Cultural co-production in practice?

Michael explained that the shift to online meetings had not inhibited the practice, but that given the potential for online meetings to draw people from a number of areas across his vast province and country, the personalising of everyone’s land acknowledgement was sometimes impractical so more generic ones were being recited, with chat panels used by attendees to reference the specific Indigenous communities and Treaty territories pertinent to their areas.

Michael’s reference to the continuing impact of colonialism on Indigenous peoples in Canada served to hold a mirror up to my white Britishness, Welshness and Europeanness. Either way, it introduced a new term, if not to my personal lexicon, certainly to my community development lexicon: colonialism.

The reference in the Welsh independence movement to this C-word is problematic. For some, it is too often defined and deployed in a manner that suggests, at best a naïve blindness, at worst a crass ignorance, to complicity by Welsh interests in past and current injustices in the Global South and to indigenous peoples and their cultures.

For others though, the C-word has contemporary currency to define Wales’s relationship with England and/or the British state; notably of late in reference to the impact of the increase of second/holiday homes in rural and Welsh-speaking communities.

But in respect of my community development career the term had never reared its head. But it finally came crashing into view when speaking with Michael and stimulated some personal reflections on the term (I will try to get these down in a blog at some point).

They surfaced again when I recently produced an episode of the International Association for Community Development podcast with two CD practitioners based in Victoria, Australia. Ahead of a discussion about the importance of diversity in leadership with Jaya Manchikanti (Twitter: @JayaManchikanti) and Michelle Dunscombe (Twitter: @MDunscombe), the latter acknowledged the Taungurung and Wurundjeri people of the Kulin Nation and, as a member of an Indigenous nation herself, her own Gunditjmara mob.

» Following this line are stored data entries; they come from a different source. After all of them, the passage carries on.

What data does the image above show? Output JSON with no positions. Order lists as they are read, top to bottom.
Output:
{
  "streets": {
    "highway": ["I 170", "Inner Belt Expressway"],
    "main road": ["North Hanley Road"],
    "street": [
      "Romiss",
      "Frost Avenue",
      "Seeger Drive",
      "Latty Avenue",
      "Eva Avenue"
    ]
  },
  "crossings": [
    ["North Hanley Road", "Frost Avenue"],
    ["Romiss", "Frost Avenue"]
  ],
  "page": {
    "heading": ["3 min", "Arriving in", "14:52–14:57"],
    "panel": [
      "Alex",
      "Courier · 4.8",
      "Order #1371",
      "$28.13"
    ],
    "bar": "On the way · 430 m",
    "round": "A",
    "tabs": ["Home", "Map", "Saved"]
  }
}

Once again it has prompted me to consider my relationship with the word ‘colonialism’ and recognise that I probably lack the critical skills, perspectives, perhaps even the vocabulary, to further explore colonialism. There is talk in Wales of the need to de-colonise, for instance, the school curriculum. This is something for which I am in wholehearted support. But in a community development context Michelle suggests that decolonising CD is insufficient and that it needs re-indigenizing.

Another term to add to the lexicon. And another example of how much learning there is always a need for us to do.

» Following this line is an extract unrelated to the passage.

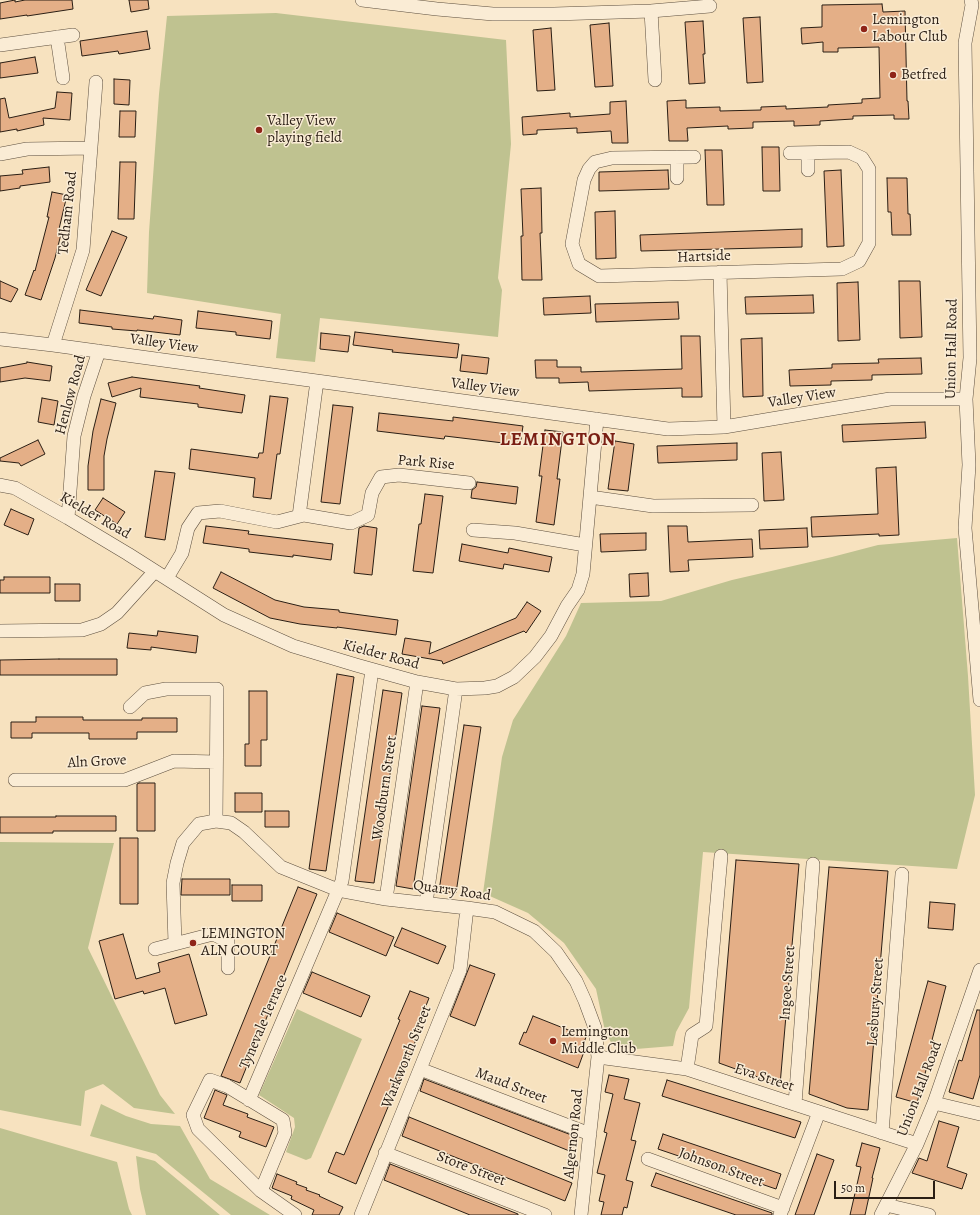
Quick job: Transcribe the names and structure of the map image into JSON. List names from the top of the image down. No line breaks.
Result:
{"streets":{"street":["Tedham Road","Hartside","Valley View","Union Hall Road","Henlow Road","Park Rise","Kielder Road","Aln Grove","Woodburn Street","Quarry Road","Ingoe Street","Lesbury Street","Tynevale Terrace","Warkworth Street","Eva Street","Maud Street","Algernon Road","Johnson Street","Store Street"]},"crossings":[["Tedham Road","Valley View"],["Valley View","Union Hall Road"],["Valley View","Henlow Road"],["Valley View","Kielder Road"],["Union Hall Road","Eva Street"],["Henlow Road","Kielder Road"],["Park Rise","Kielder Road"],["Kielder Road","Woodburn Street"],["Kielder Road","Tynevale Terrace"],["Woodburn Street","Quarry Road"],["Quarry Road","Tynevale Terrace"],["Quarry Road","Warkworth Street"],["Quarry Road","Eva Street"],["Quarry Road","Algernon Road"],["Ingoe Street","Eva Street"],["Lesbury Street","Eva Street"],["Warkworth Street","Maud Street"],["Warkworth Street","Store Street"],["Eva Street","Algernon Road"],["Maud Street","Algernon Road"]],"districts":["LEMINGTON"],"places":["Lemington Labour Club","Betfred","Valley View playing field","LEMINGTON ALN COURT","Lemington Middle Club"],"scale_bar":"50 m"}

Closer to home, one of the things it has got me thinking about is whether a variation on land acknowledgements is needed in Wales and elsewhere in the UK; and the extent to which community development can be at the vanguard of making them more mainstream.

Such acknowledgements would not be in response to the corrosive effect of colonialism. But much CD activity occurs in places where the land on which we work and live was shaped and moulded by a people who came before us. They experienced forms of oppression, injustice and discrimination based simply on their need for work, their language, their gender and so on. That some of us profit, not just financially but in other ways, from these might not be a comfortable thing to hear.

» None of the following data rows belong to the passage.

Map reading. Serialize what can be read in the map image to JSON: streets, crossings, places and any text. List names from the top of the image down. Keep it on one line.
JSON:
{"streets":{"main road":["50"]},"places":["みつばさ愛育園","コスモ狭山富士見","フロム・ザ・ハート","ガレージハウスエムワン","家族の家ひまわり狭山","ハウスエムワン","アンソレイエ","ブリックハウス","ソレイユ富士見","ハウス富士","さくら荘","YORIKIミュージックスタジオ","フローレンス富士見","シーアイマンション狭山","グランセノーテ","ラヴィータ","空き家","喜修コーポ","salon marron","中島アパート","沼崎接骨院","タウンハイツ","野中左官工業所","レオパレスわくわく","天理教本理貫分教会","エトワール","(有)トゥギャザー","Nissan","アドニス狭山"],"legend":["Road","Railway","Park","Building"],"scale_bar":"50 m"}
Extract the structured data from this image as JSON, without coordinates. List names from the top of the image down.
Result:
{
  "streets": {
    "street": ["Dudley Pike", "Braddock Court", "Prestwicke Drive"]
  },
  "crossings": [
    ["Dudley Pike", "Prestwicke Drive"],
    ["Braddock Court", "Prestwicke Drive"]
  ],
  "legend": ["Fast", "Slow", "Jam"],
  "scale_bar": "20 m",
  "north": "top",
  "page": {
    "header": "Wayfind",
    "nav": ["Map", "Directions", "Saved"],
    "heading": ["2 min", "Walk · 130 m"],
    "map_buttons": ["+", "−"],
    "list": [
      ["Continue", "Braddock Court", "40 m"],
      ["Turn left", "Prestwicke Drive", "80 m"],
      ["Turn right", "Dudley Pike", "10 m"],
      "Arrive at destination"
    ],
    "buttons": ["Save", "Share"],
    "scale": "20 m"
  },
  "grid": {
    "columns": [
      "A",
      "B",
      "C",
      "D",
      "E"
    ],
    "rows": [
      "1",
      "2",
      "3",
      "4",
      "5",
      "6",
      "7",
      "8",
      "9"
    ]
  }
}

The experiences of First Nations in Canada, Australia and elsewhere is that colonialism still resonates today. Maybe by drawing on how land acknowledgements, and the wider agenda of Treaties (which Canada has but which, Michelle tells me, Australia lacks), seek to surface and confront past injustices, CD practitioners like myself can not only begin to learn about and repair the damage of the past and present to First Nations; but we can begin to forge a deeper understanding of the legacy of past injustices in the communities with which we work today.